Il sindaco della grande mela, Michael Bloomberg, militante di lunga data per il rafforzamento della legislazione in questione, ha sollecitato il Presidente Obama ad “inviare un progetto di legge al Congresso”.

 

Nel confinante Canada, il capo dell’opposizione della sinistra, Thomas Mulcair ( nuovo partito democratico), ha stimato che “il tempo di riflettere cu ciò che è accaduto e sui mezzi da intraprendere per impedire altre simili tragedie è giunto”. L’opposizione americana continua ad evidenziare che una simile riforma sia inadeguata in quanto nel noto secondo emendamento della Costituzione americana la lobby delle armi è consentita e loro continueranno a difenderla con le unghie e con i denti. Alan Gottlieb, fondatore della Fondazione per il Secondo emendamento, si è dichiarato “sicuro che la persona che ha commesso questa orribile tragedia sapeva di poter procedere senza che nessuno lo arrestasse”. 

L’America continua oggi ad essere per molti il paese di riferimento, l’American Dream è certamente ancora vivo come mito e meta per milioni di persone. Tutti noi abbiamo assistito alle recenti elezioni presidenziali americane schierandosi magari per uno dei due candidati, senza essere minimamente coinvolti non essendo cittadini americani e non godendo dunque del diritto di voto. Questo paese attrae molti nel mondo e costituisce fonte di ispirazione per molti. Da Wall Street a New York dalla quale dipende sostanzialmente l’economia mondiale, dall’esercito impegnato in guerre quanto o meno assurde ma al quale molti paesi sono ancora riconoscenti per recenti azioni belliche che hanno permesso di liberare molte nazioni altrimenti sottostanti a regimi politici altrui, dal mondo del cinema, alle sue stelle che ovunque creano folle entusiaste, al fascino della capitale e della sua storia che nasce con il mito dei padri fondatori. Ma questo paese rimane la patria delle contraddizioni se da un lato esiste il sogno dall’altro c’è il lato politico che si distribuisce su una rete composta da incongruenze incomprensibili. Com’è possibile che in un paese che pratica il culto della libertà, ci sia ancora la pena di morte, che possa esistere una struttura come Guantanamo Bay (benché si trovi a Cuba) all’interno della quale i diritti dell’uomo vengono calpestati con cadenza quotidiana e che un uomo qualsiasi possa entrare in possesso di un arma e scagliare la sua efferata violenza e frustrazione contro l’incarnazione dell’innocenza più pura, nell’ultimo luogo sul globo in cui una simile cosa possa verificarsi ?

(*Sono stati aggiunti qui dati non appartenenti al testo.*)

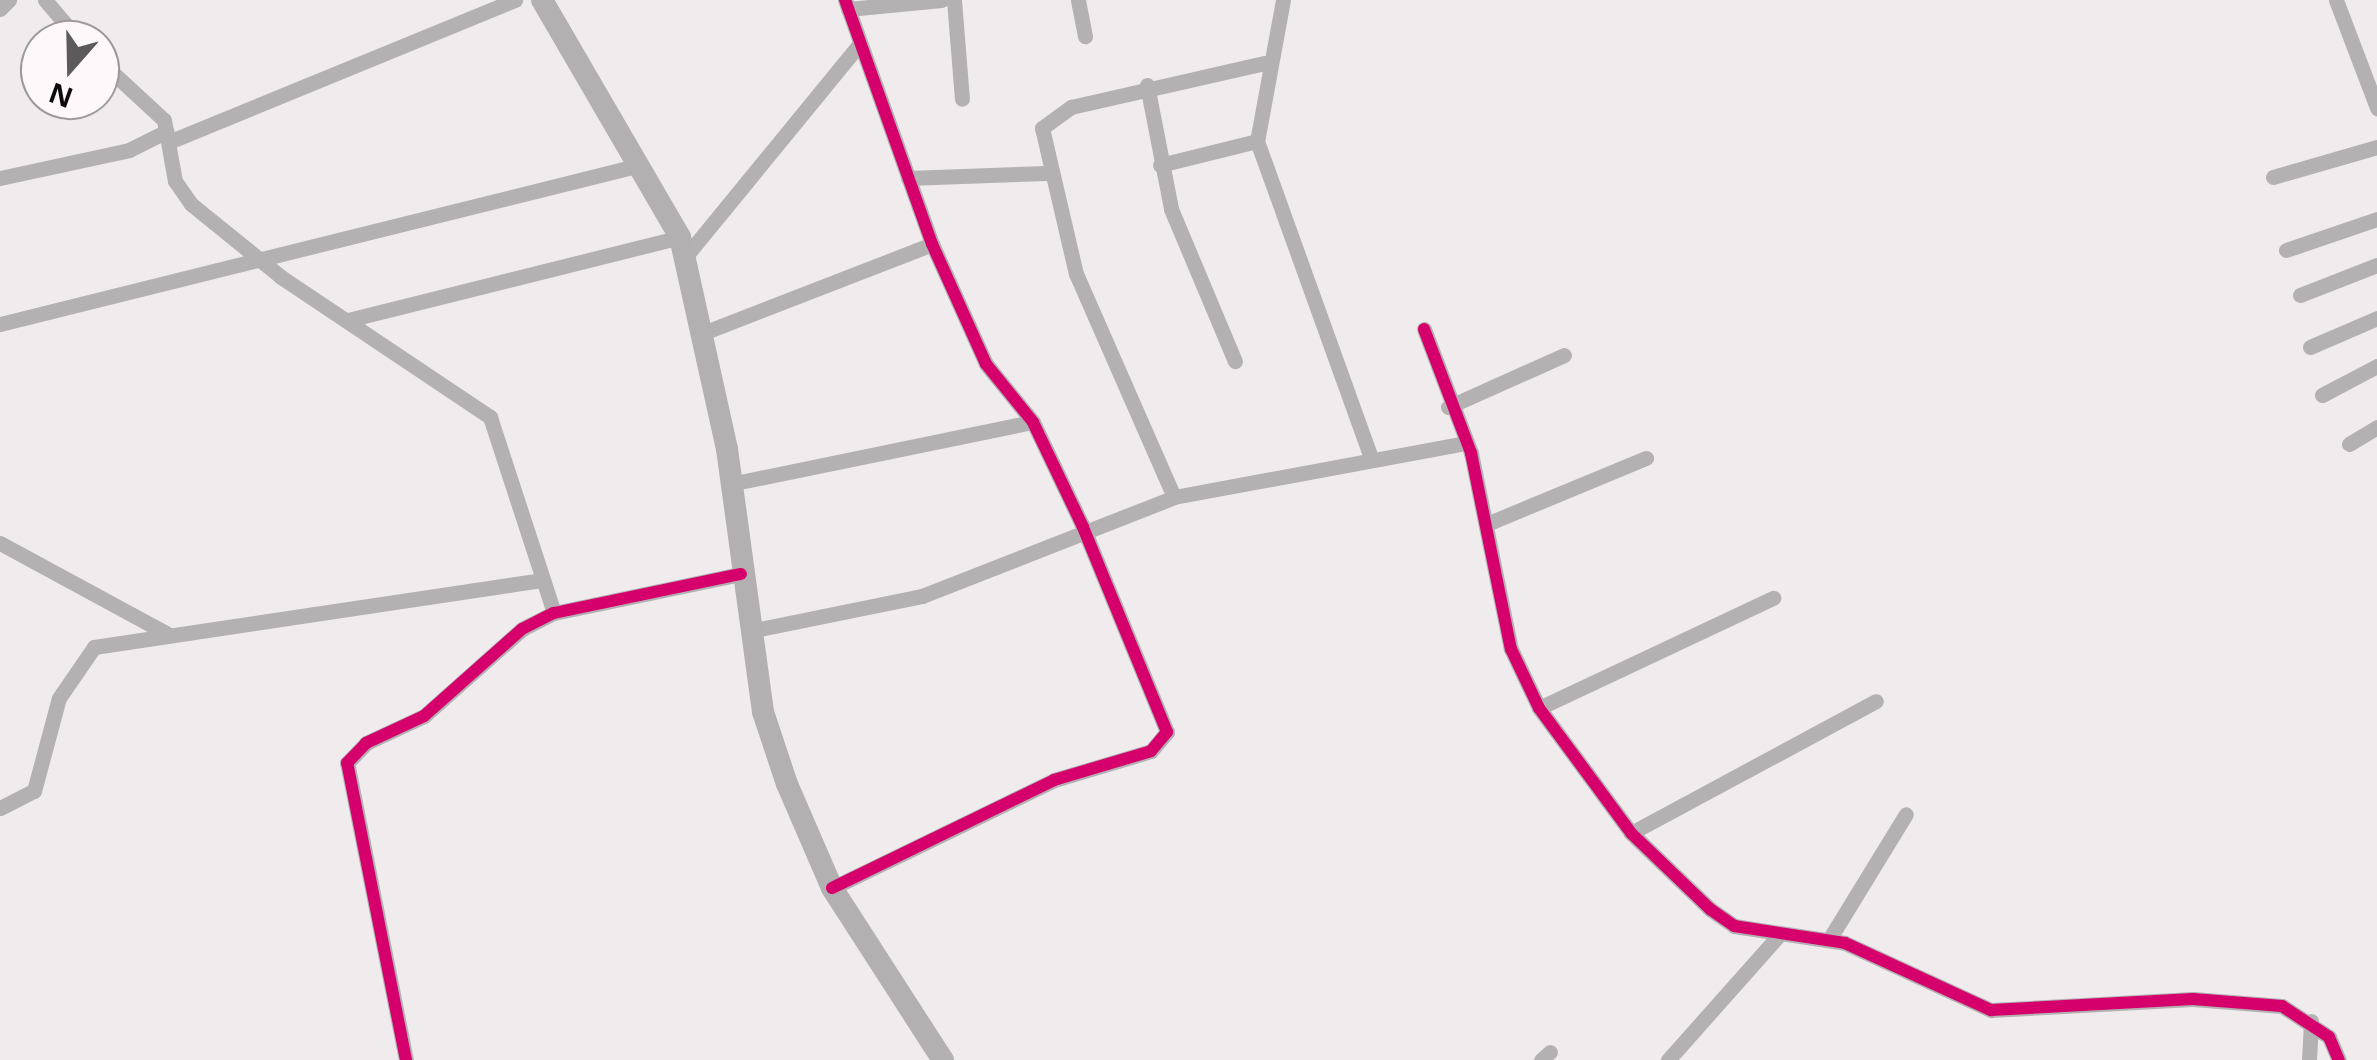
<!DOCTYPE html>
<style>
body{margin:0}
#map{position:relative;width:2377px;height:1060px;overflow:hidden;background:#f0ecee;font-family:"Open Sans",sans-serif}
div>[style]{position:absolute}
.street>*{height:15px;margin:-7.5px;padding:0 7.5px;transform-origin:7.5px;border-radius:7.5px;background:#b3b1b2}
.secondary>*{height:22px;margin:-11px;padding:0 11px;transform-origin:11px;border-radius:11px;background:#b3b0b2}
.cycleway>*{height:12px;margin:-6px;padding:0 6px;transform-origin:6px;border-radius:6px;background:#d6006c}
span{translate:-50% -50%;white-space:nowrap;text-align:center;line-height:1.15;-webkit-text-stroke:8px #fff8fb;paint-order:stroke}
.north{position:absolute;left:20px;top:20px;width:100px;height:100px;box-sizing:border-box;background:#fff8fb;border:2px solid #9f999b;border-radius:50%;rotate:200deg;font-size:28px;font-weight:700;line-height:40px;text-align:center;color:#0e0b0c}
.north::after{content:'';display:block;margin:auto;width:35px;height:45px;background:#5d5a5b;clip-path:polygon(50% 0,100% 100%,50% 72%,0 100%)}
</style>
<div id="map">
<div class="street">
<i style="left:45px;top:0;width:52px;rotate:49.6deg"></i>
<i style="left:954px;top:0;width:99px;rotate:85.4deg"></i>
<i style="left:1078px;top:0;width:37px;rotate:79deg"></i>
<i style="left:1283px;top:0;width:143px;rotate:100.4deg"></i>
<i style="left:1257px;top:141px;width:339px;rotate:70.2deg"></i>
<i style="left:2336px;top:0;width:116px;rotate:69.2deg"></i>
<i style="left:0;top:9px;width:13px;rotate:-45deg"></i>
<i style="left:848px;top:9px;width:94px;rotate:-5.5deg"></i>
<i style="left:100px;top:61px;width:87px;rotate:42.7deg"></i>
<i style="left:164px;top:120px;width:62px;rotate:79.8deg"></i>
<i style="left:175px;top:181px;width:28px;rotate:55deg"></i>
<i style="left:191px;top:204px;width:116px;rotate:39deg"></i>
<i style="left:281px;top:277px;width:252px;rotate:33.8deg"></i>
<i style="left:490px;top:417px;width:206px;rotate:71.9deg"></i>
<i style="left:1147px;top:85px;width:126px;rotate:79deg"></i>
<i style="left:1171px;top:209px;width:165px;rotate:67.2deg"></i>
<i style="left:171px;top:141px;width:372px;rotate:-22.3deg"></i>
<i style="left:1160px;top:165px;width:100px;rotate:-13.9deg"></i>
<i style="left:2273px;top:177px;width:108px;rotate:-16.1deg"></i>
<i style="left:0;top:178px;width:132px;rotate:-12.2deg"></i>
<i style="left:129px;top:150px;width:42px;rotate:-26.6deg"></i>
<i style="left:908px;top:178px;width:138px;rotate:-2.1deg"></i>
<i style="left:2286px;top:250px;width:96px;rotate:-18.8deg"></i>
<i style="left:686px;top:256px;width:273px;rotate:-50.7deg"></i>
<i style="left:2300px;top:295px;width:83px;rotate:-21.3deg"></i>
<i style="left:348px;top:320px;width:342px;rotate:-14deg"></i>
<i style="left:0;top:324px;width:659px;rotate:-13.95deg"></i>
<i style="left:1424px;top:329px;width:133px;rotate:69.2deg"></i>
<i style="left:1471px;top:453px;width:200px;rotate:78.5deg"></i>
<i style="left:1511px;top:649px;width:65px;rotate:64.6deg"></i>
<i style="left:1539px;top:708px;width:155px;rotate:53.6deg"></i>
<i style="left:1631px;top:833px;width:110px;rotate:43.9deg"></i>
<i style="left:1710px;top:909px;width:29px;rotate:35deg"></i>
<i style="left:1734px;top:926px;width:112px;rotate:8.7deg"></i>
<i style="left:1845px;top:943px;width:161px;rotate:24.7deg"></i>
<i style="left:1991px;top:1010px;width:202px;rotate:-3.1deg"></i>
<i style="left:2193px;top:999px;width:89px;rotate:4.5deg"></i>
<i style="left:2282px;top:1006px;width:56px;rotate:33.4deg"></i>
<i style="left:2329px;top:1037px;width:25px;rotate:67deg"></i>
<i style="left:703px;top:333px;width:246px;rotate:-21.2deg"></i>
<i style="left:2310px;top:347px;width:73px;rotate:-23.4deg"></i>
<i style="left:2322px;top:395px;width:62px;rotate:-27.8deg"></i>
<i style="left:1448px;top:407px;width:127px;rotate:-24.1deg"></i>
<i style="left:2349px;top:444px;width:33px;rotate:-31deg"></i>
<i style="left:730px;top:484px;width:309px;rotate:-11.6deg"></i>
<i style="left:1174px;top:497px;width:244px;rotate:-113.7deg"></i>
<i style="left:1076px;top:274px;width:150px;rotate:-103.1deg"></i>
<i style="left:1042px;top:128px;width:36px;rotate:-36deg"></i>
<i style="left:1071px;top:107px;width:199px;rotate:-12.8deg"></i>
<i style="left:1489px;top:523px;width:170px;rotate:-22.5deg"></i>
<i style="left:0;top:543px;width:189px;rotate:28.5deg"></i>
<i style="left:750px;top:631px;width:176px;rotate:-11.5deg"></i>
<i style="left:922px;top:596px;width:271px;rotate:-21.4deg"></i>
<i style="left:1174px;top:497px;width:296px;rotate:-10.5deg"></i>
<i style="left:1539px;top:708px;width:259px;rotate:-25.2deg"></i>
<i style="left:0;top:808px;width:38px;rotate:-27deg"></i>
<i style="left:34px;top:791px;width:96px;rotate:-75deg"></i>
<i style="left:59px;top:698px;width:62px;rotate:-55.5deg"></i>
<i style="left:94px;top:647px;width:454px;rotate:-8.5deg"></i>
<i style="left:1631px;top:833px;width:278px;rotate:-28.3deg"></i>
<i style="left:832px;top:888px;width:247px;rotate:-25.9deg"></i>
<i style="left:1054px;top:780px;width:101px;rotate:-16.6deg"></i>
<i style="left:1151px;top:751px;width:25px;rotate:-50deg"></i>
<i style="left:1167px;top:732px;width:222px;rotate:-112.3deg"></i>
<i style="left:1083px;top:527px;width:116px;rotate:-115.5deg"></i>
<i style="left:1033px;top:422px;width:75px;rotate:-129deg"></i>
<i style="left:986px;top:364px;width:132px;rotate:-114.2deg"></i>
<i style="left:932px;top:244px;width:259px;rotate:-109.6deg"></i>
<i style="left:1830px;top:938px;width:145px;rotate:-58.5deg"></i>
<i style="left:406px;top:1060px;width:303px;rotate:-101.2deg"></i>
<i style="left:347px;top:763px;width:28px;rotate:-46deg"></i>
<i style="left:366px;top:743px;width:64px;rotate:-25deg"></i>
<i style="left:424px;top:716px;width:131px;rotate:-41.6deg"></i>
<i style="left:522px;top:629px;width:36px;rotate:-27deg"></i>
<i style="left:554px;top:613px;width:191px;rotate:-11.8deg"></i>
<i style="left:1541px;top:1060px;width:12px;rotate:-42deg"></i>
<i style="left:1668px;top:1060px;width:169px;rotate:-48.4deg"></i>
<i style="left:2309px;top:1060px;width:39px;rotate:-87deg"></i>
</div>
<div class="secondary">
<i style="left:542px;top:0;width:274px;rotate:59.8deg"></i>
<i style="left:680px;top:237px;width:217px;rotate:77.5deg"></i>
<i style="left:727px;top:449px;width:265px;rotate:82.2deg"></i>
<i style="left:763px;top:712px;width:76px;rotate:71.6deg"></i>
<i style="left:787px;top:784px;width:113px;rotate:66.6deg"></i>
<i style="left:832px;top:888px;width:205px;rotate:57.2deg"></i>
</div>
<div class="cycleway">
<i style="left:1424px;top:329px;width:133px;rotate:69.2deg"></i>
<i style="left:1471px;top:453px;width:200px;rotate:78.5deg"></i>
<i style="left:1511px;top:649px;width:65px;rotate:64.6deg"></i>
<i style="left:1539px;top:708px;width:155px;rotate:53.6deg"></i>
<i style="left:1631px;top:833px;width:110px;rotate:43.9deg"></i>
<i style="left:1710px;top:909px;width:29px;rotate:35deg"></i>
<i style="left:1734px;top:926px;width:112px;rotate:8.7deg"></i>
<i style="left:1845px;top:943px;width:161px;rotate:24.7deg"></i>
<i style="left:1991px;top:1010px;width:202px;rotate:-3.1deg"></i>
<i style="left:2193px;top:999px;width:89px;rotate:4.5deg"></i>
<i style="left:2282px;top:1006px;width:56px;rotate:33.4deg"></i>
<i style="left:2329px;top:1037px;width:25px;rotate:67deg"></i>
<i style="left:832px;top:888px;width:247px;rotate:-25.9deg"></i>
<i style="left:1054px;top:780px;width:101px;rotate:-16.6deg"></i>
<i style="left:1151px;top:751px;width:25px;rotate:-50deg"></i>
<i style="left:1167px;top:732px;width:222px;rotate:-112.3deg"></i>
<i style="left:1083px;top:527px;width:116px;rotate:-115.5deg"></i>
<i style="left:1033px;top:422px;width:75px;rotate:-129deg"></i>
<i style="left:986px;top:364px;width:132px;rotate:-114.2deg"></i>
<i style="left:932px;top:244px;width:259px;rotate:-109.6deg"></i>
<i style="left:406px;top:1060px;width:303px;rotate:-101.2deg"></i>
<i style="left:347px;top:763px;width:28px;rotate:-46deg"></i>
<i style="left:366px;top:743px;width:64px;rotate:-25deg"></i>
<i style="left:424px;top:716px;width:131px;rotate:-41.6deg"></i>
<i style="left:522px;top:629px;width:36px;rotate:-27deg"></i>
<i style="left:554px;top:613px;width:191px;rotate:-11.8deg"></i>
</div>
<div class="north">N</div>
</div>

Domande evidentemente che non trovano una risposta immediata, basti pensare alle recenti tragedie avvenute negli ultimi anni, la più recente riconducibile alla sparatoria di Denver in cui uno studente universitario munito di arma da fuoco penetri all’interno di un cinema per la prima proiezione dell’ultima pellicola cinematografica di Batman per scagliare una furia senza precedenti contro innocenti spettatori comodamente seduti per godersi il film e la sparatoria del centro commerciale dell’Oregon.

In questo caso l’ultima parola spetta a Barack Obama che avrebbe dovuto agire in questo senso prima che l’ennesima tragedia rappresentasse l’input necessario per fare qualcosa.